Though I should mention how grateful I was for running water and flush toilets. 

I miss things I never thought to think about missing. I miss not having TVs and computers and smart phones to distract me from the people who were standing next to me. I miss the ways the star shine even in the middle of the city. I miss the sounds of the church choir practicing outside our bedroom window. I miss riding in the back of a pick up truck. I miss the simplicity of having so much less. 

I miss watching kids entertain themselves with songs, hand games, sticks, rocks and balls. 

But I miss the people the most. Oh how I miss the people! 

I was expecting to go and bless the orphans and the students and the people of Haiti. I wasn't expecting to be blessed by them. 

Their smiles were truly priceless. They just melted me. 

Their genuine comments of "Merci" (Thank You) touched me in a part of my heart I didn't even know existed. 

Being in Haiti, serving a people that desperately need (and deserve) to be served, was one of the most humbling experiences of my life. 

I knew that I would meet people and learn their names and hear their stories and that it would be hard to leave. But I didn't know that I would take the memories of their smiles and their voices home with me. That their faces, and their stories would stick with me the way that they have. 

I didn't know that I would bond with a little girl who's name I can't even pronounce properly in such a way that I can hardly go an hour without thinking of her. 

It was day 1 of our visit to the orphanage when she found me. 

She. Found. Me. 

She. Claimed. Me. 

She grabbed my hand and my heart that first morning I stepped into the orphanage, and I don't think she'll ever let it go. 

Her name is Dienaylo've (I say it Jenn-ay-love, I'm wrong, but I'm close). 

She is 9. 

Or at least she thinks she's 9. 
She was born in 2007, she doesn't know the day. 
She has 3 sisters and 1 brother. 

Her mom died. 
Her dad abandoned her. 

Her aunt who was taking care of her, chose to give her up when she realized there were too many kids to care for. 
She doesn't know where her siblings are. She says, they don't know where she is. 

She's lived through more pain and more loss than most. 
And yet. She smiles.... All. The.
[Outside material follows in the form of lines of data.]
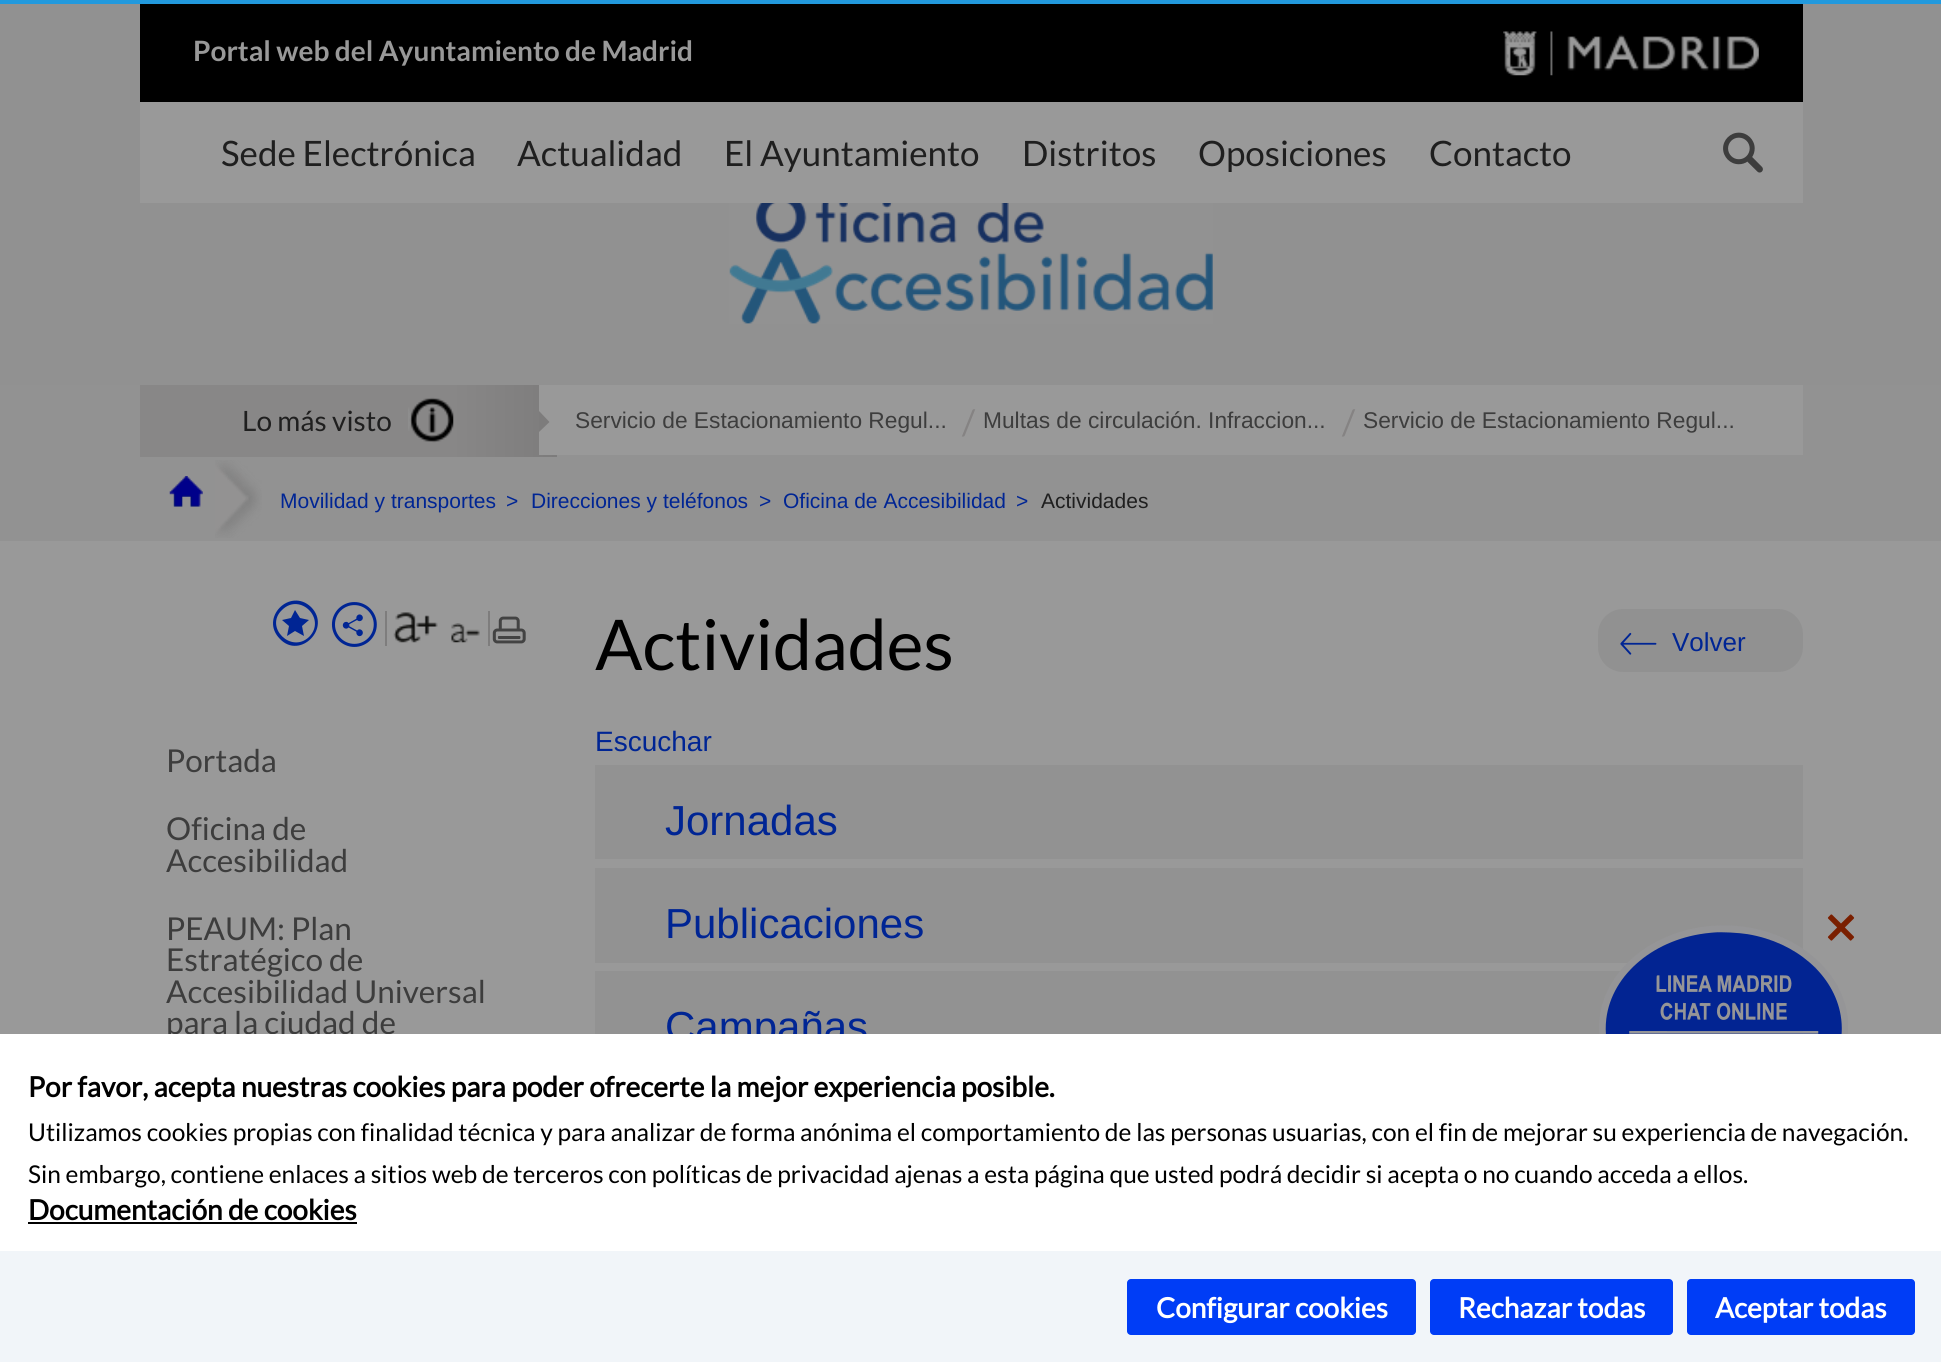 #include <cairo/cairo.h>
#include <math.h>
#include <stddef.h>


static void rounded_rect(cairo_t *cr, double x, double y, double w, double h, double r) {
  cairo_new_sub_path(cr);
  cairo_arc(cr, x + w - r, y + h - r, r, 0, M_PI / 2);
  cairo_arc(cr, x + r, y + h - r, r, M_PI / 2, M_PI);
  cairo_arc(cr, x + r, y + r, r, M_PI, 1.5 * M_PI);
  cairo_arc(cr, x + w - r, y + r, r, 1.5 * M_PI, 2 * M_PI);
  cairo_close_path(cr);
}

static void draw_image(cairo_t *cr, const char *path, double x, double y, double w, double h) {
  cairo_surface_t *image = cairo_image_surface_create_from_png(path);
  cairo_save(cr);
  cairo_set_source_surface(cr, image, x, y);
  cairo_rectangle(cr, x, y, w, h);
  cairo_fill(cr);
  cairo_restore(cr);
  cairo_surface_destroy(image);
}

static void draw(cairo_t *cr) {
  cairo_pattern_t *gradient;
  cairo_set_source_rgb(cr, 153 / 255.0, 153 / 255.0, 153 / 255.0);
  cairo_paint(cr);
  cairo_set_source_rgb(cr, 34 / 255.0, 153 / 255.0, 221 / 255.0);
  cairo_rectangle(cr, 0, 0, 1941, 4);
  cairo_fill(cr);
  cairo_set_source_rgb(cr, 145 / 255.0, 145 / 255.0, 145 / 255.0);
  cairo_rectangle(cr, 0, 4, 1941, 381);
  cairo_fill(cr);
  draw_image(cr, "images/1.png", 729, 203, 484, 121);
  cairo_set_source_rgb(cr, 0, 0, 0);
  cairo_rectangle(cr, 140, 4, 1663, 98);
  cairo_fill(cr);
  draw_image(cr, "images/2.png", 1503, 31, 256, 45);
  cairo_set_source_rgb(cr, 153 / 255.0, 153 / 255.0, 153 / 255.0);
  cairo_rectangle(cr, 140, 102, 1663, 101);
  cairo_fill(cr);
  draw_image(cr, "images/3.png", 1723, 132, 40, 41);
  cairo_set_source_rgb(cr, 146 / 255.0, 146 / 255.0, 146 / 255.0);
  cairo_rectangle(cr, 0, 385, 1941, 156);
  cairo_fill(cr);
  gradient = cairo_pattern_create_linear(140, 421, 557, 421);
  cairo_pattern_add_color_stop_rgba(gradient, 0, 136 / 255.0, 135 / 255.0, 135 / 255.0, 1);
  cairo_pattern_add_color_stop_rgba(gradient, 0.75, 136 / 255.0, 135 / 255.0, 135 / 255.0, 1);
  cairo_pattern_add_color_stop_rgba(gradient, 1, 125 / 255.0, 124 / 255.0, 124 / 255.0, 1);
  cairo_set_source(cr, gradient);
  cairo_pattern_destroy(gradient);
  cairo_rectangle(cr, 140, 385, 417, 72);
  cairo_fill(cr);
  draw_image(cr, "images/4.png", 408, 397, 46, 46);
  cairo_set_source_rgb(cr, 153 / 255.0, 153 / 255.0, 153 / 255.0);
  cairo_rectangle(cr, 539, 385, 1264, 70);
  cairo_fill(cr);
  cairo_set_source_rgb(cr, 125 / 255.0, 124 / 255.0, 124 / 255.0);
  cairo_new_path(cr);
  cairo_move_to(cr, 539, 432);
  cairo_line_to(cr, 539, 411);
  cairo_line_to(cr, 549.5, 422);
  cairo_close_path(cr);
  cairo_fill(cr);
  draw_image(cr, "images/5.png", 169, 476, 34, 31);
  draw_image(cr, "images/6.png", 215, 460, 47, 78);
  cairo_set_source_rgb(cr, 0, 37 / 255.0, 148 / 255.0);
  cairo_new_path(cr);
  cairo_move_to(cr, 282, 610);
  cairo_curve_to(cr, 300, 592, 327, 619, 309, 637);
  cairo_curve_to(cr, 291, 654, 264, 627, 282, 610);
  cairo_close_path(cr);
  cairo_move_to(cr, 311, 607);
  cairo_curve_to(cr, 290, 587, 259, 618, 280, 639);
  cairo_curve_to(cr, 300, 660, 332, 628, 311, 607);
  cairo_close_path(cr);
  cairo_move_to(cr, 295, 610);
  cairo_line_to(cr, 300, 618);
  cairo_line_to(cr, 309, 620);
  cairo_line_to(cr, 302, 626);
  cairo_line_to(cr, 304, 636);
  cairo_line_to(cr, 295, 631);
  cairo_line_to(cr, 287, 636);
  cairo_line_to(cr, 289, 626);
  cairo_line_to(cr, 282, 620);
  cairo_line_to(cr, 291, 618);
  cairo_close_path(cr);
  cairo_fill(cr);
  draw_image(cr, "images/7.png", 331, 602, 46, 45);
  cairo_set_source_rgb(cr, 126 / 255.0, 125 / 255.0, 125 / 255.0);
  cairo_rectangle(cr, 385, 611, 2, 35);
  cairo_fill(cr);
  draw_image(cr, "images/8.png", 393, 612, 45, 31);
  draw_image(cr, "images/9.png", 451, 623, 29, 20);
  cairo_rectangle(cr, 488, 611, 2, 35);
  cairo_fill(cr);
  draw_image(cr, "images/10.png", 492, 616, 34, 28);
  cairo_set_source_rgb(cr, 145 / 255.0, 145 / 255.0, 145 / 255.0);
  rounded_rect(cr, 1598, 609, 205, 63, 25);
  cairo_fill(cr);
  draw_image(cr, "images/11.png", 1620, 632, 37, 23);
  cairo_set_source_rgb(cr, 146 / 255.0, 146 / 255.0, 146 / 255.0);
  cairo_rectangle(cr, 595, 765, 1208, 94);
  cairo_fill(cr);
  cairo_rectangle(cr, 595, 868, 1208, 95);
  cairo_fill(cr);
  cairo_rectangle(cr, 595, 971, 1208, 63);
  cairo_fill(cr);
  draw_image(cr, "images/13.png", 1599, 925, 249, 109);
  draw_image(cr, "images/12.png", 1827, 914, 28, 27);
  cairo_set_source_rgb(cr, 241 / 255.0, 245 / 255.0, 249 / 255.0);
  cairo_rectangle(cr, 0, 1251, 1941, 111);
  cairo_fill(cr);
  cairo_set_source_rgb(cr, 0, 61 / 255.0, 246 / 255.0);
  rounded_rect(cr, 1127, 1279, 289, 56, 4);
  cairo_fill(cr);
  rounded_rect(cr, 1430, 1279, 243, 56, 4);
  cairo_fill(cr);
  rounded_rect(cr, 1687, 1279, 228, 56, 4);
  cairo_fill(cr);
  cairo_select_font_face(cr, "Lato", CAIRO_FONT_SLANT_NORMAL, CAIRO_FONT_WEIGHT_BOLD);
  cairo_set_font_size(cr, 28);
  cairo_set_source_rgb(cr, 153 / 255.0, 153 / 255.0, 153 / 255.0);
  cairo_move_to(cr, 193, 61);
  cairo_show_text(cr, "Portal web del Ayuntamiento de Madrid");
  cairo_select_font_face(cr, "Lato", CAIRO_FONT_SLANT_NORMAL, CAIRO_FONT_WEIGHT_NORMAL);
  cairo_set_font_size(cr, 35);
  cairo_set_source_rgb(cr, 31 / 255.0, 31 / 255.0, 31 / 255.0);
  cairo_move_to(cr, 221, 166);
  cairo_show_text(cr, "Sede Electrónica");
  cairo_move_to(cr, 517, 166);
  cairo_show_text(cr, "Actualidad");
  cairo_move_to(cr, 724, 166);
  cairo_show_text(cr, "El Ayuntamiento");
  cairo_move_to(cr, 1022, 166);
  cairo_show_text(cr, "Distritos");
  cairo_move_to(cr, 1198, 166);
  cairo_show_text(cr, "Oposiciones");
  cairo_move_to(cr, 1429, 166);
  cairo_show_text(cr, "Contacto");
  cairo_set_font_size(cr, 28);
  cairo_move_to(cr, 242, 431);
  cairo_show_text(cr, "Lo más visto");
  cairo_select_font_face(cr, "Liberation Sans", CAIRO_FONT_SLANT_NORMAL, CAIRO_FONT_WEIGHT_NORMAL);
  cairo_set_font_size(cr, 22.75);
  cairo_set_source_rgb(cr, 61 / 255.0, 61 / 255.0, 61 / 255.0);
  cairo_move_to(cr, 575, 428);
  cairo_show_text(cr, "Servicio de Estacionamiento Regul...");
  cairo_select_font_face(cr, "Lato", CAIRO_FONT_SLANT_NORMAL, CAIRO_FONT_WEIGHT_NORMAL);
  cairo_set_font_size(cr, 35);
  cairo_set_source_rgb(cr, 133 / 255.0, 131 / 255.0, 131 / 255.0);
  cairo_move_to(cr, 962, 435);
  cairo_show_text(cr, "/");
  cairo_select_font_face(cr, "Liberation Sans", CAIRO_FONT_SLANT_NORMAL, CAIRO_FONT_WEIGHT_NORMAL);
  cairo_set_font_size(cr, 22.75);
  cairo_set_source_rgb(cr, 61 / 255.0, 61 / 255.0, 61 / 255.0);
  cairo_move_to(cr, 983, 428);
  cairo_show_text(cr, "Multas de circulación. Infraccion...");
  cairo_select_font_face(cr, "Lato", CAIRO_FONT_SLANT_NORMAL, CAIRO_FONT_WEIGHT_NORMAL);
  cairo_set_font_size(cr, 35);
  cairo_set_source_rgb(cr, 133 / 255.0, 131 / 255.0, 131 / 255.0);
  cairo_move_to(cr, 1342, 435);
  cairo_show_text(cr, "/");
  cairo_select_font_face(cr, "Liberation Sans", CAIRO_FONT_SLANT_NORMAL, CAIRO_FONT_WEIGHT_NORMAL);
  cairo_set_font_size(cr, 22.75);
  cairo_set_source_rgb(cr, 61 / 255.0, 61 / 255.0, 61 / 255.0);
  cairo_move_to(cr, 1363, 428);
  cairo_show_text(cr, "Servicio de Estacionamiento Regul...");
  cairo_set_font_size(cr, 21);
  cairo_set_source_rgb(cr, 0, 37 / 255.0, 148 / 255.0);
  cairo_move_to(cr, 280, 508);
  cairo_show_text(cr, "Movilidad y transportes");
  cairo_move_to(cr, 506, 508);
  cairo_show_text(cr, ">");
  cairo_move_to(cr, 531, 508);
  cairo_show_text(cr, "Direcciones y teléfonos");
  cairo_move_to(cr, 759, 508);
  cairo_show_text(cr, ">");
  cairo_move_to(cr, 783, 508);
  cairo_show_text(cr, "Oficina de Accesibilidad");
  cairo_move_to(cr, 1016, 508);
  cairo_show_text(cr, ">");
  cairo_set_source_rgb(cr, 31 / 255.0, 31 / 255.0, 31 / 255.0);
  cairo_move_to(cr, 1041, 508);
  cairo_show_text(cr, "Actividades");
  cairo_select_font_face(cr, "Lato", CAIRO_FONT_SLANT_NORMAL, CAIRO_FONT_WEIGHT_NORMAL);
  cairo_set_font_size(cr, 31.5);
  cairo_set_source_rgb(cr, 61 / 255.0, 61 / 255.0, 61 / 255.0);
  cairo_move_to(cr, 166, 772);
  cairo_show_text(cr, "Portada");
  cairo_move_to(cr, 166, 840);
  cairo_show_text(cr, "Oficina de");
  cairo_move_to(cr, 166, 872);
  cairo_show_text(cr, "Accesibilidad");
  cairo_move_to(cr, 166, 940);
  cairo_show_text(cr, "PEAUM: Plan");
  cairo_move_to(cr, 166, 971);
  cairo_show_text(cr, "Estratégico de");
  cairo_move_to(cr, 166, 1003);
  cairo_show_text(cr, "Accesibilidad Universal");
  cairo_move_to(cr, 166, 1034);
  cairo_show_text(cr, "para la ciudad de");
  cairo_set_font_size(cr, 70);
  cairo_set_source_rgb(cr, 0, 0, 0);
  cairo_move_to(cr, 595, 670);
  cairo_show_text(cr, "Actividades");
  cairo_select_font_face(cr, "Liberation Sans", CAIRO_FONT_SLANT_NORMAL, CAIRO_FONT_WEIGHT_NORMAL);
  cairo_set_font_size(cr, 26);
  cairo_set_source_rgb(cr, 0, 37 / 255.0, 148 / 255.0);
  cairo_move_to(cr, 1672, 651);
  cairo_show_text(cr, "Volver");
  cairo_set_font_size(cr, 28);
  cairo_move_to(cr, 595, 751);
  cairo_show_text(cr, "Escuchar");
  cairo_set_font_size(cr, 42);
  cairo_move_to(cr, 665, 835);
  cairo_show_text(cr, "Jornadas");
  cairo_move_to(cr, 665, 938);
  cairo_show_text(cr, "Publicaciones");
  cairo_move_to(cr, 665, 1041);
  cairo_show_text(cr, "Campañas");
  cairo_set_source_rgb(cr, 1, 1, 1);
  cairo_rectangle(cr, 0, 1034, 1941, 217);
  cairo_fill(cr);
  cairo_select_font_face(cr, "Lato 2", CAIRO_FONT_SLANT_NORMAL, CAIRO_FONT_WEIGHT_BOLD);
  cairo_set_font_size(cr, 28);
  cairo_set_source_rgb(cr, 0, 0, 0);
  cairo_move_to(cr, 28, 1097);
  cairo_show_text(cr, "Por favor, acepta nuestras cookies para poder ofrecerte la mejor experiencia posible.");
  cairo_select_font_face(cr, "Lato", CAIRO_FONT_SLANT_NORMAL, CAIRO_FONT_WEIGHT_NORMAL);
  cairo_set_font_size(cr, 24.5);
  cairo_move_to(cr, 28, 1141);
  cairo_show_text(cr, "Utilizamos cookies propias con finalidad técnica y para analizar de forma anónima el comportamiento de las personas usuarias, con el fin de mejorar su experiencia de navegación.");
  cairo_move_to(cr, 28, 1183);
  cairo_show_text(cr, "Sin embargo, contiene enlaces a sitios web de terceros con políticas de privacidad ajenas a esta página que usted podrá decidir si acepta o no cuando acceda a ellos.");
  cairo_select_font_face(cr, "Lato 2", CAIRO_FONT_SLANT_NORMAL, CAIRO_FONT_WEIGHT_BOLD);
  cairo_set_font_size(cr, 28);
  cairo_move_to(cr, 28, 1220);
  cairo_show_text(cr, "Documentación de cookies");
  cairo_rectangle(cr, 28, 1222, 329, 2);
  cairo_fill(cr);
  cairo_set_source_rgb(cr, 1, 1, 1);
  cairo_move_to(cr, 1156, 1318);
  cairo_show_text(cr, "Configurar cookies");
  cairo_move_to(cr, 1458, 1318);
  cairo_show_text(cr, "Rechazar todas");
  cairo_move_to(cr, 1715, 1318);
  cairo_show_text(cr, "Aceptar todas");
}

int main(void) {
  cairo_surface_t *surface = cairo_image_surface_create(CAIRO_FORMAT_RGB24, 1941, 1362);
  cairo_t *cr = cairo_create(surface);
  cairo_font_options_t *options = cairo_font_options_create();
  cairo_font_options_set_hint_metrics(options, CAIRO_HINT_METRICS_OFF);
  cairo_font_options_set_hint_style(options, CAIRO_HINT_STYLE_NONE);
  cairo_set_font_options(cr, options);
  cairo_set_miter_limit(cr, 4);
  draw(cr);
  cairo_surface_write_to_png(surface, "out.png");
  cairo_font_options_destroy(options);
  cairo_destroy(cr);
  cairo_surface_destroy(surface);
  return 0;
}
Time.

She has one of the most beautiful smiles I've ever seen. 
She's a fighter. She's spunky. 
And she was always by my side. 

When we would pull up to the area where the school/orphanage/playground was children would always chase after us calling out "Blancs! Blancs!" (Whites). And as we would get closer, someone always seemed to start calling "Dienaylo've, Dienaylo've" and point at me. 

They all knew. 

I was Dienaylo've's. 

And she was mine. 

I miss her. 

I miss her hugs, her small hand in mine wherever I was walking. 

I miss bumping her in the head with my elbow because she was always so close to me when I would go to move. I miss her smile. 

I miss her deep voice and furrowed eyebrow when she got defensive. 

I miss the way she puts her head down and looks at her feet when she's feeling shy or embarrassed. 
I miss knowing she was close and that I was going to see her again soon. 

I expected some things. 

But other thing's I never saw coming, and I don't think I'll ever get over it. 


DramaMama said...

Beautiful, Amber! What an amazing and blessed experience!!

... chasing slow said...

I can only imagine the impact this has upon one's heart. I'm sure that your presence touched many lives and blessed yours as you shared ... beyond words. I've missed your blogging and so glad to see a post to find your other site.